You are viewing a plain text version of this content. The canonical link for it is here.
Posted to issues@spark.apache.org by "Apache Spark (JIRA)" <ji...@apache.org> on 2016/04/27 20:42:13 UTC
[jira] [Assigned] (SPARK-14955) JDBCRelation should report an
IllegalArgumentException if stride equals 0
[ https://issues.apache.org/jira/browse/SPARK-14955?page=com.atlassian.jira.plugin.system.issuetabpanels:all-tabpanel ]

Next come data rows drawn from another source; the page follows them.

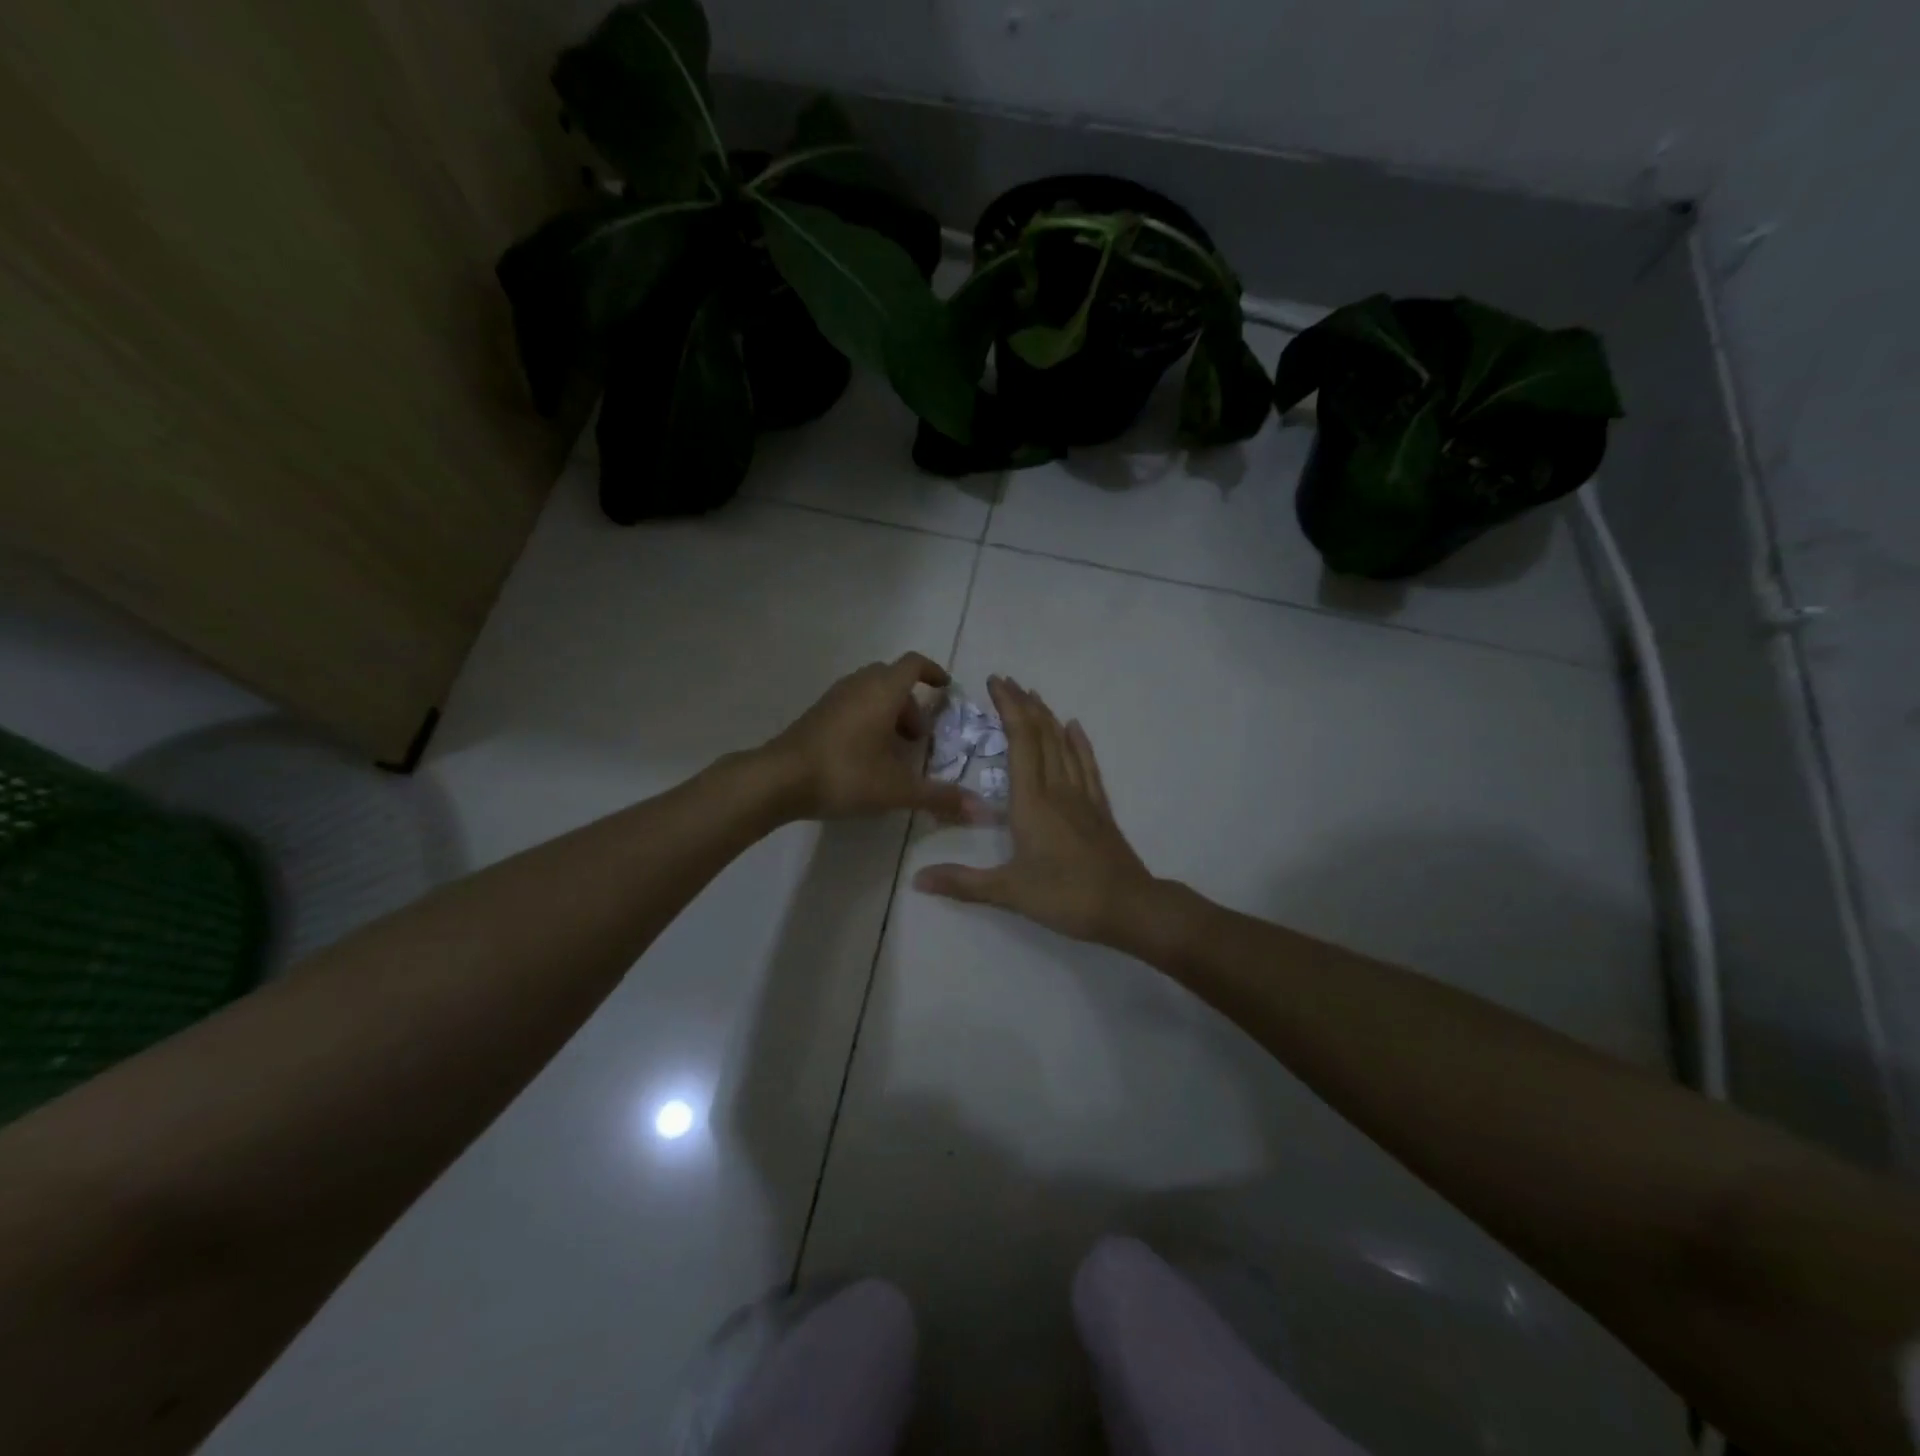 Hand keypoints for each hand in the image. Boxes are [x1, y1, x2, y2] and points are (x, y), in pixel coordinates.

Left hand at [762, 653, 984, 822]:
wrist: (779, 779)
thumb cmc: (845, 774)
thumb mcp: (897, 789)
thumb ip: (938, 796)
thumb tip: (980, 809)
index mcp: (883, 691)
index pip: (914, 664)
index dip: (933, 672)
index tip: (945, 689)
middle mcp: (858, 685)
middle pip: (892, 678)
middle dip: (910, 702)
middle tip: (917, 737)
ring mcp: (833, 697)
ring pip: (869, 692)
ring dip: (888, 712)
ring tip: (892, 751)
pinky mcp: (816, 714)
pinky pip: (851, 705)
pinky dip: (867, 719)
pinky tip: (864, 755)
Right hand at [913, 676, 1154, 942]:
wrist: (1127, 907)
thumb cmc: (1065, 896)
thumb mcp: (1009, 891)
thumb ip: (962, 883)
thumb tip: (916, 879)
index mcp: (1032, 801)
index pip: (1020, 741)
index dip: (1009, 708)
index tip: (995, 683)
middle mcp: (1058, 789)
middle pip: (1042, 735)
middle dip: (1023, 705)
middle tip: (1007, 681)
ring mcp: (1082, 797)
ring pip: (1064, 746)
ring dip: (1048, 717)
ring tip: (1034, 695)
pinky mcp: (1099, 809)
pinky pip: (1088, 766)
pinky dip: (1079, 744)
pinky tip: (1075, 728)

Apache Spark reassigned SPARK-14955:
------------------------------------
Assignee: (was: Apache Spark)
> JDBCRelation should report an IllegalArgumentException if stride equals 0
> -------------------------------------------------------------------------
>
> Key: SPARK-14955
> URL: https://issues.apache.org/jira/browse/SPARK-14955
> Project: Spark
> Issue Type: Improvement
> Components: SQL
> Affects Versions: 1.5.1, 1.6.1
> Reporter: Yang Juan hu
> Priority: Minor
> Original Estimate: 2h
> Remaining Estimate: 2h
>
> In file https://github.com/apache/spark/blob/40ed2af587cedadc6e5249031857a922b3b234ca/sql/core/src/main/scala/org/apache/spark/sql/execution/datasources/jdbc/JDBCRelation.scala
> row 56 and 57 has following line
> val stride: Long = (partitioning.upperBound / numPartitions
> - partitioning.lowerBound / numPartitions)
> if we invoke columnPartition as below:
> columnPartition( JDBCPartitioningInfo("partitionColumn", 0, 7, 8) );
> columnPartition will generate following where condition:
> whereClause: partitionColumn < 0
> whereClause: partitionColumn >= 0 AND partitionColumn < 0
> whereClause: partitionColumn >= 0 AND partitionColumn < 0
> whereClause: partitionColumn >= 0 AND partitionColumn < 0
> whereClause: partitionColumn >= 0 AND partitionColumn < 0
> whereClause: partitionColumn >= 0 AND partitionColumn < 0
> whereClause: partitionColumn >= 0 AND partitionColumn < 0
> whereClause: partitionColumn >= 0
> it will cause data skew, the last partition will contain all data.
> Propose to throw an exception if stride equal 0, help spark user to aware data skew issue ASAP.
> if (stride == 0) return throw new IllegalArgumentException("partitioning.upperBound / numPartitions - partitioning.lowerBound / numPartitions is zero");
> partitionColumn must be an integral type, if we want to load a big table from DBMS, we need to do some work around.
> Real case to export data from ORACLE database through pyspark.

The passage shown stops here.